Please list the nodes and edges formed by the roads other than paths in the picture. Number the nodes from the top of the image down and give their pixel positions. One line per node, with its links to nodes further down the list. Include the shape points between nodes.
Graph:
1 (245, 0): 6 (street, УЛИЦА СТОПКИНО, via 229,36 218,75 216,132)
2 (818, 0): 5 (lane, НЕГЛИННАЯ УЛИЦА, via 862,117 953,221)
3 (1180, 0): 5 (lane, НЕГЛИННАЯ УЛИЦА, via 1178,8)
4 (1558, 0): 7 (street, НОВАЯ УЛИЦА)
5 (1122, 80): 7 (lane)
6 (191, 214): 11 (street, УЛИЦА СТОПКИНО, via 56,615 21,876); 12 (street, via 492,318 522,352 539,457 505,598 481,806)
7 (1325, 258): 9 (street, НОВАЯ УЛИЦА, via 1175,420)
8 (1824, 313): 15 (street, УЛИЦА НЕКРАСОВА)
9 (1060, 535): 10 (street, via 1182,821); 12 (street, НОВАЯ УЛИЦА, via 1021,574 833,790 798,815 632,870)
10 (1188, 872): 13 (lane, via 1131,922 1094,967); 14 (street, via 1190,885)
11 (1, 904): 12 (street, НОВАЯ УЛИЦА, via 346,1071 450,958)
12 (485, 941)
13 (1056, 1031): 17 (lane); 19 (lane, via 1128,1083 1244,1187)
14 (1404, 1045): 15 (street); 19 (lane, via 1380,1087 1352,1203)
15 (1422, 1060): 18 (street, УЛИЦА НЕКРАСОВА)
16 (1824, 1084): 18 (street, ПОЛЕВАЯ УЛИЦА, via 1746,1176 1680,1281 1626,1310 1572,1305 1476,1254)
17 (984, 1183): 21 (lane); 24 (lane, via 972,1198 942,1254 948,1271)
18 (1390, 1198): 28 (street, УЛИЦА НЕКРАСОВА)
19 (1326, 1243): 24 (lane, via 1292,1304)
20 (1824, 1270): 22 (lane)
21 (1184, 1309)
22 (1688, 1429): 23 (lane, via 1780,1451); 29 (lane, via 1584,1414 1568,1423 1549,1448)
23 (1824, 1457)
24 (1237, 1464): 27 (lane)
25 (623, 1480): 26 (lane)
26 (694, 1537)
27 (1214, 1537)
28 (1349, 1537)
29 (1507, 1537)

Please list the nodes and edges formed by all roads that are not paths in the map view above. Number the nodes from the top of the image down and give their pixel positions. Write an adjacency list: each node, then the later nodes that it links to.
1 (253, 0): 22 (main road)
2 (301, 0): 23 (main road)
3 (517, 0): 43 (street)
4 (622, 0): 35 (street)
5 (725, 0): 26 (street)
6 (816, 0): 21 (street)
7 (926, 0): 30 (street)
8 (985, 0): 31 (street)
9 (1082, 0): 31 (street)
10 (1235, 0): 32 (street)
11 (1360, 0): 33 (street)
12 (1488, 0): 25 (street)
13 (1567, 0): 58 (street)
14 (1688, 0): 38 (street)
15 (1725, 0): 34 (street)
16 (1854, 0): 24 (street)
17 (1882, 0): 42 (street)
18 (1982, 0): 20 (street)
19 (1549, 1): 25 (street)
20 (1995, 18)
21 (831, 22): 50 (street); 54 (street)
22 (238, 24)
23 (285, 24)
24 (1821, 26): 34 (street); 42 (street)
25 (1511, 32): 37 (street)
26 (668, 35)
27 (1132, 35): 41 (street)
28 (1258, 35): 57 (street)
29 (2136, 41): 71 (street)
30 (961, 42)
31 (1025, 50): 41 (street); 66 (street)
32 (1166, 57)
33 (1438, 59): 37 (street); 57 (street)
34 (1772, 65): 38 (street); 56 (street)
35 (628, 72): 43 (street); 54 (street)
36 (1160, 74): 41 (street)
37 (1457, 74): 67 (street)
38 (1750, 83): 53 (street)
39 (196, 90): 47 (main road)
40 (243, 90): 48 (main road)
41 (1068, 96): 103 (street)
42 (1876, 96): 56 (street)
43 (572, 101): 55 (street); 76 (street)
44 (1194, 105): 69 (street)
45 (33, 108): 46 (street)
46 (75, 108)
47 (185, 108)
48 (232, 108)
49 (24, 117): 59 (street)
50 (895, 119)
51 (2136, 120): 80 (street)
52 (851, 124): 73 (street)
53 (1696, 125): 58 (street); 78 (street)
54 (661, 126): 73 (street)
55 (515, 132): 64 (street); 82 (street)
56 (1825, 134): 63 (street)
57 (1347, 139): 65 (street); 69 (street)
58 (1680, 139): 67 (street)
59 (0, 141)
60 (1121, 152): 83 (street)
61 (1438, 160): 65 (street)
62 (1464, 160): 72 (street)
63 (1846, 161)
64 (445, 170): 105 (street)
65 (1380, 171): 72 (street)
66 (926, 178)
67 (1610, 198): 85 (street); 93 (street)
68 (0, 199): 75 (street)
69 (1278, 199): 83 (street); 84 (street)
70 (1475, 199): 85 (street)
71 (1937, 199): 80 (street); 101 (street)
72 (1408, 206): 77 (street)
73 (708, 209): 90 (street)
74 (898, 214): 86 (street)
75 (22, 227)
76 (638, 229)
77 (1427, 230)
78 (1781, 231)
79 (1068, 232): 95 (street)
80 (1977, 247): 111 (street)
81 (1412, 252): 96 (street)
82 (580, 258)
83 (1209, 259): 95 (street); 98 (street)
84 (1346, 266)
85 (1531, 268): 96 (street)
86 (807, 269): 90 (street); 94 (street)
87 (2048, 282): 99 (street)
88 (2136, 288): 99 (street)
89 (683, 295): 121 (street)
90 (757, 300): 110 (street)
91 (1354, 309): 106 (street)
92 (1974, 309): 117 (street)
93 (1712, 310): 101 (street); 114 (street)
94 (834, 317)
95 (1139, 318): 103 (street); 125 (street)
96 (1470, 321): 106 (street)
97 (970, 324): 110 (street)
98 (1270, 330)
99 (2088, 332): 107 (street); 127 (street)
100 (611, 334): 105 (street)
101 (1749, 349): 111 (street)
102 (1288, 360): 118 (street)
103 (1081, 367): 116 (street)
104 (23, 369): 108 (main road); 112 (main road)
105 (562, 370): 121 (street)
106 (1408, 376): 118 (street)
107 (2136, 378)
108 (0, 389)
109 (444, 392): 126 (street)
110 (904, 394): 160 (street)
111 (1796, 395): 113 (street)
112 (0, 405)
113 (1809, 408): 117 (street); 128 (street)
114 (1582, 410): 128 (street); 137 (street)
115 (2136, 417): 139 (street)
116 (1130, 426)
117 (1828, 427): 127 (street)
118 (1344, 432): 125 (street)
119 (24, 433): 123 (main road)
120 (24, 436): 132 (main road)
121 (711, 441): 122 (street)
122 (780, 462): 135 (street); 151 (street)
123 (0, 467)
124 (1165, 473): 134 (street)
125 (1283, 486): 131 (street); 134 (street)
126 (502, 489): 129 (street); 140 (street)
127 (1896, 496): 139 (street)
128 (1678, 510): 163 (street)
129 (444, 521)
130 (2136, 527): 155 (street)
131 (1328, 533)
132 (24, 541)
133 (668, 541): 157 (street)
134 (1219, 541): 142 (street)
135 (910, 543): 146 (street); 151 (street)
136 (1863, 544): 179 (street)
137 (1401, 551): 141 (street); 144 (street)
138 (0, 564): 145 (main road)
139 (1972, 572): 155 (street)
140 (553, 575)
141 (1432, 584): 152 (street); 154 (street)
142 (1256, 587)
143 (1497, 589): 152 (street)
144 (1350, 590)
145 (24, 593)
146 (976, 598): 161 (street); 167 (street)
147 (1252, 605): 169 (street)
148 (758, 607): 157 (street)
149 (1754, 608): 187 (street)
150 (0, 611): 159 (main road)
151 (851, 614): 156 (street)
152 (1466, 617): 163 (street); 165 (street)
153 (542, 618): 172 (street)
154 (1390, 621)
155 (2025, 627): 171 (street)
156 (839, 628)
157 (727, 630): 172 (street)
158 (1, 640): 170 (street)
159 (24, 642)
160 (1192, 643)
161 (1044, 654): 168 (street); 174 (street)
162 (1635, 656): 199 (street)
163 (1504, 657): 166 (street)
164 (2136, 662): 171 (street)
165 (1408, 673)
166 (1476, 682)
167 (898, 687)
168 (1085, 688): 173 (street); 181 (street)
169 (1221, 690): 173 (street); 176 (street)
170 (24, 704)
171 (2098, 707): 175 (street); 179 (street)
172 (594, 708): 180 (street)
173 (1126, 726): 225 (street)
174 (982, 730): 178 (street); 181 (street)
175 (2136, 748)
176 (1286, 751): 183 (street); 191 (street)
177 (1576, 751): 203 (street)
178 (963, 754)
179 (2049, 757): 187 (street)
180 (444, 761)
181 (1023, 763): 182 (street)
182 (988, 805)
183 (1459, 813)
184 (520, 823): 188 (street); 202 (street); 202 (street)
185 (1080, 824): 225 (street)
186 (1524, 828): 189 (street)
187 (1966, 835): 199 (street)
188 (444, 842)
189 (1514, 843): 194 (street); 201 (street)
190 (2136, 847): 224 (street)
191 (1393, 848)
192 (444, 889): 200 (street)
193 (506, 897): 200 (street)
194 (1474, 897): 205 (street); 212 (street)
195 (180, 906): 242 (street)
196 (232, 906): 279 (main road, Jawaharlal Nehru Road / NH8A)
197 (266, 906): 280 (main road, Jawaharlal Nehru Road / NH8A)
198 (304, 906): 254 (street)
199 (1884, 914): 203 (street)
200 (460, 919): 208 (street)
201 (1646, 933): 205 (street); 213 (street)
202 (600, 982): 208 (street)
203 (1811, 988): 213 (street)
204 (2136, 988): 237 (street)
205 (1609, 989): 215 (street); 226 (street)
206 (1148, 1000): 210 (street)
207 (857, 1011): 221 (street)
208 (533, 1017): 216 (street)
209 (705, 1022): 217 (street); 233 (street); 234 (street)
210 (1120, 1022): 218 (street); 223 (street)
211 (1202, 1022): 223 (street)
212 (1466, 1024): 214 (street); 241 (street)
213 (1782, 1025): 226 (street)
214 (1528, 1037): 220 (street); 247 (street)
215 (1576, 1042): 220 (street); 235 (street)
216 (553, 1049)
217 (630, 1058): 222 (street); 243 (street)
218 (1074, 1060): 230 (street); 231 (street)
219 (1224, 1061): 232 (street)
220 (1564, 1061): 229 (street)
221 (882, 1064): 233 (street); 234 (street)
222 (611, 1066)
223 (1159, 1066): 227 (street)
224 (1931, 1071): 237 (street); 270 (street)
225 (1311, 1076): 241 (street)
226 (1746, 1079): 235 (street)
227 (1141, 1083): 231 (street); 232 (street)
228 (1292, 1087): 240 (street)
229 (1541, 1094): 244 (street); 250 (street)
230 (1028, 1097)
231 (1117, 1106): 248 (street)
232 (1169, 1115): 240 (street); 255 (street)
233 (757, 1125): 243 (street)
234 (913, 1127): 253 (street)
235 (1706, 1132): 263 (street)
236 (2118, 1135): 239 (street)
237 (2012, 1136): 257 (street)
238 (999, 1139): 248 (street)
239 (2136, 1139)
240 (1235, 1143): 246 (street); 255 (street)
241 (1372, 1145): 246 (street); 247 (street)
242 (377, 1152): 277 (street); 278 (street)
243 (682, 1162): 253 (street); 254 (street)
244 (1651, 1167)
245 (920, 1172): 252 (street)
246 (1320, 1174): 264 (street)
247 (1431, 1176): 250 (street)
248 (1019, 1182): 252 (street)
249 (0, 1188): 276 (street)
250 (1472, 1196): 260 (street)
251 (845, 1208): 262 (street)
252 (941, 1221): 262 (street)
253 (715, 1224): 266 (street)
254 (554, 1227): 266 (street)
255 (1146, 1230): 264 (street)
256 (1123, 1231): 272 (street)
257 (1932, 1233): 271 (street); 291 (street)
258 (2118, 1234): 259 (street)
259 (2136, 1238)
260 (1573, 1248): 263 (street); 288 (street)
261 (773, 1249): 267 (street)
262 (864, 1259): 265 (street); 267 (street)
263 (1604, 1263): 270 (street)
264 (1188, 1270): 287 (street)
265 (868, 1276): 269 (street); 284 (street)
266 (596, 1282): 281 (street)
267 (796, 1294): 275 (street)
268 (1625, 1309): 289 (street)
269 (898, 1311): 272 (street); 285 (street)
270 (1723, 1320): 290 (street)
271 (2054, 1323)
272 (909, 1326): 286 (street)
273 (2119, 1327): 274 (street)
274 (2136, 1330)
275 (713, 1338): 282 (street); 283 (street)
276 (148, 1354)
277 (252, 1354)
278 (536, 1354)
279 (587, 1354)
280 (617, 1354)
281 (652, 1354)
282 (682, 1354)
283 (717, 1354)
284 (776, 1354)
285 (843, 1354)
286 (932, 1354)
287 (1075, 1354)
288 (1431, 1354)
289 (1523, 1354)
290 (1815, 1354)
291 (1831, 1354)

.....

Within the data above, how many lines contain "НЕКРАСОВА"? Respond with the tally alone.

#### Task response
3